作:内田麟太郎 絵:村上康成 出版:すずき出版
春が来ました。
空にはなぜか動物が浮かんでいます。
地上のウシが理由を聞くと、とても春らしい理由が・・・。
あらすじ
春です。
空にブタが浮かんでいます。
空にネコさんも浮かんでいます。
カエルさんも、タヌキさんも、クマさんも浮かんでいます。
浮かんでいないウシが、ブタにどうして空に浮かべるのか聞きました。
すると、こいのぼりさんが教えてくれたと言います。
さっそくこいのぼりさんに聞いてみると、
「春風をお腹いっぱいにね。」
という返事。
ウシも春風をお腹いっぱい吸い込んでみると・・・。
『はるのごほうび』の素敵なところ
- 春のフワフワとした気持ちよさに浮かんでしまう体
- 気になる浮かんでいる理由
- 一緒に春風を思いきり吸い込みたくなる
春のフワフワとした気持ちよさに浮かんでしまう体
この絵本のなにより心地よいところは、春ならではのフワフワとした気持ちよさや温かさを体全体で感じられるところでしょう。
気持ちよさそうに空に浮かぶ動物たち。
そのまるで昼寝でもしているかのような、脱力した姿と表情は、まさに春のポカポカとした温かさを全身で表現しているよう。
春ならではの言葉にならない心地よさが、こちらまで伝わってくるようなのです。
目を閉じたら浮かんでしまいそうな心地よさ・・・。
また、絵本全体ののんびり感も、春らしさの一つでしょう。
気持ちよさそうな動物たちが、見開きの1ページに1匹ずつ、フワフワ飛んでくることの繰り返し。

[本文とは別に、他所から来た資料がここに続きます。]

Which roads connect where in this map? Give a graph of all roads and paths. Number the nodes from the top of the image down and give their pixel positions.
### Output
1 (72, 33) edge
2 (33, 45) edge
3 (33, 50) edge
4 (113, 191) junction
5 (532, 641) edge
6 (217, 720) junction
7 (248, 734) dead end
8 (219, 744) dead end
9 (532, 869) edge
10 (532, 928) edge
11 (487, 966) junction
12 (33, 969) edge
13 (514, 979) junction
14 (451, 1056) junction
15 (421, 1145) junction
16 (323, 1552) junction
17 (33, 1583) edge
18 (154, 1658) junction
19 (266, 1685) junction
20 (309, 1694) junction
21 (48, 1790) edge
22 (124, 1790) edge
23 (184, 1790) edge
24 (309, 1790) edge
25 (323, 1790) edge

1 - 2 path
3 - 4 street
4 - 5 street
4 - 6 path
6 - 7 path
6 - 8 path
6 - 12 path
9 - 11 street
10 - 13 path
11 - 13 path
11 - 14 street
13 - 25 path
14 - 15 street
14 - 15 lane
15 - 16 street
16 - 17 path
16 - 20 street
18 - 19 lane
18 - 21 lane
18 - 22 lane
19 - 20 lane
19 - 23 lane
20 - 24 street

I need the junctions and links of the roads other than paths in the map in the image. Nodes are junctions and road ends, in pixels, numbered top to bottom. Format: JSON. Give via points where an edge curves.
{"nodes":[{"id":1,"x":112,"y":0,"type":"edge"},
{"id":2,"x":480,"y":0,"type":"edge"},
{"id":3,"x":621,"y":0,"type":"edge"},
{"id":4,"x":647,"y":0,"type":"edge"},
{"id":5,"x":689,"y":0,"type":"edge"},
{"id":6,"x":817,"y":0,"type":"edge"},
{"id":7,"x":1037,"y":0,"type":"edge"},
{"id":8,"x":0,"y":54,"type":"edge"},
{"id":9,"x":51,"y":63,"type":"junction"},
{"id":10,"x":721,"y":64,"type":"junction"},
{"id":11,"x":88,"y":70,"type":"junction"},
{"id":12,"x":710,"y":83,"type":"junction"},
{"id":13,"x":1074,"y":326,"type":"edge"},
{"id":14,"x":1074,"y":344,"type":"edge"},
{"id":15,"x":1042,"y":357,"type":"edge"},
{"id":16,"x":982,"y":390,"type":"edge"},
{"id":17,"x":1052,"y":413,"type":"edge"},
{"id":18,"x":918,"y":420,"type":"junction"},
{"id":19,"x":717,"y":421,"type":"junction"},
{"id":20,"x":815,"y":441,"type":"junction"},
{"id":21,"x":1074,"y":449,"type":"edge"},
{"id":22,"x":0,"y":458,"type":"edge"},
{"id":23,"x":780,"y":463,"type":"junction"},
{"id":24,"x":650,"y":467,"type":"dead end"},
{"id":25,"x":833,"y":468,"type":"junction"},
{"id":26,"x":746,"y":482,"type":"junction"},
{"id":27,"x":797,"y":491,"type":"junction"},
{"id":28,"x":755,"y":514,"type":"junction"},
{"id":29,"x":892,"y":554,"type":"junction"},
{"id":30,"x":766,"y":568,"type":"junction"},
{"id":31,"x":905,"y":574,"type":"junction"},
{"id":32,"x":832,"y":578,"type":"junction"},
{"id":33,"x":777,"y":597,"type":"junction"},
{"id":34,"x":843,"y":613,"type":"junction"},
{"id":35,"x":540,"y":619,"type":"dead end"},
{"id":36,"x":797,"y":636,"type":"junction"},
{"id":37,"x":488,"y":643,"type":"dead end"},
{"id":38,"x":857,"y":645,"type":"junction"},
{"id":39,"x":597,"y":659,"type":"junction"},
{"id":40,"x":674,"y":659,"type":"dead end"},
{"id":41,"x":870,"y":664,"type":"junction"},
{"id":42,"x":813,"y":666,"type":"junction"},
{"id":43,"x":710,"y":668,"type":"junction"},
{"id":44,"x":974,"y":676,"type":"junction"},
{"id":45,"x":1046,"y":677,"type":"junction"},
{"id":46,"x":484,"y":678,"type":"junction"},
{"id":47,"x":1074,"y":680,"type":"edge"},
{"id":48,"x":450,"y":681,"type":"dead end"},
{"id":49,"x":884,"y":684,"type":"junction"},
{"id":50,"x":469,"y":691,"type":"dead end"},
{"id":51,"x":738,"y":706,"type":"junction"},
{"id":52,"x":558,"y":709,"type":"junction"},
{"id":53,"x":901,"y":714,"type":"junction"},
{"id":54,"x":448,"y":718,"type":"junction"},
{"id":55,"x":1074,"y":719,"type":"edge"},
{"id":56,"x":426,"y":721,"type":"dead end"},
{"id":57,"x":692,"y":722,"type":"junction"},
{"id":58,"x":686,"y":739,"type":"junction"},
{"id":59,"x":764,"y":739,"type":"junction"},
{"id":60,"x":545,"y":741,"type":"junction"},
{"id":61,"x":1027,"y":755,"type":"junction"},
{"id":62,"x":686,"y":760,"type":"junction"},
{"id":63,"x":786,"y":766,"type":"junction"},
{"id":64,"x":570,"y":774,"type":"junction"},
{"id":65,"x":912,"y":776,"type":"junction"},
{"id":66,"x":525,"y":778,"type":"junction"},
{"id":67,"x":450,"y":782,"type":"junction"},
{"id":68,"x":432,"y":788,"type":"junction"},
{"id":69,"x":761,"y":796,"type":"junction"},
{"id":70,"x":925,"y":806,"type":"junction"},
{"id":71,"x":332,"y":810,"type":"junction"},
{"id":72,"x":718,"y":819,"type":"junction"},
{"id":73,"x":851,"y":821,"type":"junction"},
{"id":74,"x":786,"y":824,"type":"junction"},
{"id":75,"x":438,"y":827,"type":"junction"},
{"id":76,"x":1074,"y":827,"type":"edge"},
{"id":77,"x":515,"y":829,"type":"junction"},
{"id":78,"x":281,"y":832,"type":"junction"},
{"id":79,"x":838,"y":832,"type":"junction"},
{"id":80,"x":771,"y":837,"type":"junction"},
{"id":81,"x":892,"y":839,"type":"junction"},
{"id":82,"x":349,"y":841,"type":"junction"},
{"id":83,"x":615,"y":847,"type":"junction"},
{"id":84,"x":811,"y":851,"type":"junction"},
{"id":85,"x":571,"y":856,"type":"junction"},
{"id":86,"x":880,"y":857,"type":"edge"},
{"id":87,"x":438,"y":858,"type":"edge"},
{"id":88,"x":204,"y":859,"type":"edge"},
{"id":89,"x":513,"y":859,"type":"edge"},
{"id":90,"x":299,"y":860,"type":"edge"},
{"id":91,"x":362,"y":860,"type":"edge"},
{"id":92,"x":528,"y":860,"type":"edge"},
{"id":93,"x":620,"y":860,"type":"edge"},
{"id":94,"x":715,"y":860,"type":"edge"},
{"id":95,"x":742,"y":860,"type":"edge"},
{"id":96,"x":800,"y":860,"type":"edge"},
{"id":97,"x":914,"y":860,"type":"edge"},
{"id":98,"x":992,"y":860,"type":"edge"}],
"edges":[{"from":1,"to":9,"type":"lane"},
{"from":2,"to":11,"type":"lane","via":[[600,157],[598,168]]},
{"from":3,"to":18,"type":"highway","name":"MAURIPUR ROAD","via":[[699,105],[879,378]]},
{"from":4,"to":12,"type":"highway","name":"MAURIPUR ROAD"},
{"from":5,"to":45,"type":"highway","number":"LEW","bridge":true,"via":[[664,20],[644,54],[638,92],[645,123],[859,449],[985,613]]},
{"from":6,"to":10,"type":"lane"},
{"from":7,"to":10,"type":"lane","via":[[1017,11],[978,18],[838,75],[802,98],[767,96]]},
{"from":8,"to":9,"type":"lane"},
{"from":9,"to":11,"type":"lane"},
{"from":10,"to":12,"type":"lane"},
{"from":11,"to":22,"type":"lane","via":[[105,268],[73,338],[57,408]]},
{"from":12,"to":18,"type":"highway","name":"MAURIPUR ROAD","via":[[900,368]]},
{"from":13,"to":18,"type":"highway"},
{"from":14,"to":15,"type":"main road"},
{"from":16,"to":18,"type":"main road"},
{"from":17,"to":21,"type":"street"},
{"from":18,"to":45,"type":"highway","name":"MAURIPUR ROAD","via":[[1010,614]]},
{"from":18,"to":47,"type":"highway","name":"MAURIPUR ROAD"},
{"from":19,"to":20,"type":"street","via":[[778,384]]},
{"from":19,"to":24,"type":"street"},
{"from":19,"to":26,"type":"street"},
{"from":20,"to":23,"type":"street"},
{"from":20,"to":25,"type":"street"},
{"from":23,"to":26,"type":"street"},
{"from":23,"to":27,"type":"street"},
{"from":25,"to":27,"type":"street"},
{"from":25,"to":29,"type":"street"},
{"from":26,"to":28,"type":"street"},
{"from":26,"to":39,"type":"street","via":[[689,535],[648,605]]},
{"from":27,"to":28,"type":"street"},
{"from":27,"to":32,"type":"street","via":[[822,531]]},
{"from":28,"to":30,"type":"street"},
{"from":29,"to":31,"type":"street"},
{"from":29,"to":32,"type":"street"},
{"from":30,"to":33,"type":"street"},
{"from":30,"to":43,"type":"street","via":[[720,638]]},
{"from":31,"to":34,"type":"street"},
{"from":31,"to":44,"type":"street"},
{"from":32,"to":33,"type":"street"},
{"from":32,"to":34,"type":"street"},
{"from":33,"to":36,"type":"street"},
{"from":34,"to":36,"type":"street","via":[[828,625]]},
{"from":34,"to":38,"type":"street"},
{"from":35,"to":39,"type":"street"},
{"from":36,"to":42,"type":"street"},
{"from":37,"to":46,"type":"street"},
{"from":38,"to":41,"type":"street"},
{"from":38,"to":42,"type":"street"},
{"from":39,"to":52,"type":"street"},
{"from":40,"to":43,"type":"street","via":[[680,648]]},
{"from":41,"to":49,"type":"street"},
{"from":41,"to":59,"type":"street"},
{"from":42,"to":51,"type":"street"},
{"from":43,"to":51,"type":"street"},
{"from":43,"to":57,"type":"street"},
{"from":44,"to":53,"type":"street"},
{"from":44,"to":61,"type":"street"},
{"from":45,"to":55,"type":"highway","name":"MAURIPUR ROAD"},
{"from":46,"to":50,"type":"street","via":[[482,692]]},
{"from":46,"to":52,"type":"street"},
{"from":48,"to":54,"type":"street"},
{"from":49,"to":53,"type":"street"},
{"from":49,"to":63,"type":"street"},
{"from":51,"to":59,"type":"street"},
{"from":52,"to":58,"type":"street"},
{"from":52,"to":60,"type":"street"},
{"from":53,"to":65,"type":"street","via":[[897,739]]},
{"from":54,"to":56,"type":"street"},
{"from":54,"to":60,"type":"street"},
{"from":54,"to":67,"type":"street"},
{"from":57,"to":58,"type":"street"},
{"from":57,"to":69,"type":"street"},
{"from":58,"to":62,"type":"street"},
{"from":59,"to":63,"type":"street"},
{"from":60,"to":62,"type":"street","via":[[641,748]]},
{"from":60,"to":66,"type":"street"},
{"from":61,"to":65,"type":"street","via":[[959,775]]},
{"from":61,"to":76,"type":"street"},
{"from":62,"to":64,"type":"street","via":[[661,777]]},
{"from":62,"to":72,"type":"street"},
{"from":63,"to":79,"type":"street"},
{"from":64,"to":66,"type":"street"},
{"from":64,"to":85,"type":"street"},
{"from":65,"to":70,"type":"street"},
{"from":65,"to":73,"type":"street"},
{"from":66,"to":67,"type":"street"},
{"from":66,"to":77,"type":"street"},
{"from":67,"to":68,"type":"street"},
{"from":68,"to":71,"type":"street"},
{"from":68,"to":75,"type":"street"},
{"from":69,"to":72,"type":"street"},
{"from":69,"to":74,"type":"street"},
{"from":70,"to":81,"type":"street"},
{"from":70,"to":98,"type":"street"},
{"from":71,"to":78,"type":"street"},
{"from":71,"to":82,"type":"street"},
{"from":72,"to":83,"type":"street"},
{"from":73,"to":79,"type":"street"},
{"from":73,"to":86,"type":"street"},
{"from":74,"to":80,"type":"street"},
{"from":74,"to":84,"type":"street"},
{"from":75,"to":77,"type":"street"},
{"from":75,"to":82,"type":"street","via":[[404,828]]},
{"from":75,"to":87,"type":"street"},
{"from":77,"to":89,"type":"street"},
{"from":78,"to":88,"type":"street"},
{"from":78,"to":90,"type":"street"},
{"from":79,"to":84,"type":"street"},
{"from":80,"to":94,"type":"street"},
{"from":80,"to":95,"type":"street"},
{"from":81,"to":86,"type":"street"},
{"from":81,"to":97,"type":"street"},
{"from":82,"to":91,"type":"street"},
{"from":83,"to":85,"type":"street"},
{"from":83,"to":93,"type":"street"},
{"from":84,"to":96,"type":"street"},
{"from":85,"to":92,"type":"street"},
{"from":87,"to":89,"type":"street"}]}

そののんびり感は、まるで休日の昼下がりといった雰囲気を醸し出しています。
理由もわからず飛んでくる動物たちに、普通ならツッコミが入りそうなものですが、
「なんで飛んでるんだろう?」
と疑問に思いつつも、
「気持ちよさそうだね~」
「カエルさんも飛んでる~」
と心地よさの方が上回るのか、次第にこの絵本ののんびりペースに引き込まれてしまいます。
この、のんびり温かで心地いい、春を体現したかのようなふわふわとした空気感が、この絵本の春を感じられるとても素敵なところです。
気になる浮かんでいる理由
ですが、浮かんでいる理由もちゃんと明かされます。
それを知っているのがこいのぼりさん。
確かに、こいのぼりは動力などついていなくても浮かんでいます。
そんなこいのぼりが教えてくれたのは、
「春風をお腹いっぱいにね」
というなんともオシャレな言葉でした。
ここで現実とリンクするのが、とてもおもしろいところ。
動物たちが浮かぶというファンタジーな世界観に浸っていた子どもたち。
でも、こいのぼりが春風を吸い込んで浮かぶのは、ファンタジーではありません。
とても身近な現実の現象です。
こいのぼりが浮かぶのだから、動物の身体も浮かぶという理屈が出てきたことで、妙に説得力が増すのです。
子どもたちも、
「確かにこいのぼりの身体浮かんるよね!」
「そういうことか~」
と妙に納得。
実際に見たことのある光景だからこその説得力は強力です。
この、こいのぼりが言うことによって、「たしかに!」と思わされてしまう妙な納得感も、この絵本のとてもおもしろいところの1つです。
一緒に春風を思いきり吸い込みたくなる
さて、この説得力は、絵本が終わった後にも続きます。
自分も春風を吸い込んだら、飛べる気がしてくるのです。
外に出て春風をお腹いっぱい吸い込む子どもたち。
でも、もちろん体は浮き上がりません。
すると、「浮かばないね~」という声とともに、
「あ!浮かんできた!」と自分からジャンプする子。
「気持ちよくて浮かんでる気分~」と目をつむる子。
「お腹の中まであったか~い」と春風を味わう子。
など、色々な方法で心を浮かばせる子が。
きっと頭の中では絵本の動物たちがイメージされているのでしょう。
実際に体が浮かび上がらなくても、しっかりと春のごほうびを味わっているようでした。
この、見た後に春風を味わい、イメージ遊びに繋がることで、より春を全身で感じさせてくれるのも、この絵本のとても素敵なところです。
二言まとめ
春ならではの温かなフワフワとした心地よさが、動物たちの気持ちよさそうに空に浮かぶ姿からひしひしと伝わってくる。
見たら、自分も春風をお腹いっぱい吸い込みたくなる、心も体もふわふわ浮かび上がってしまう絵本です。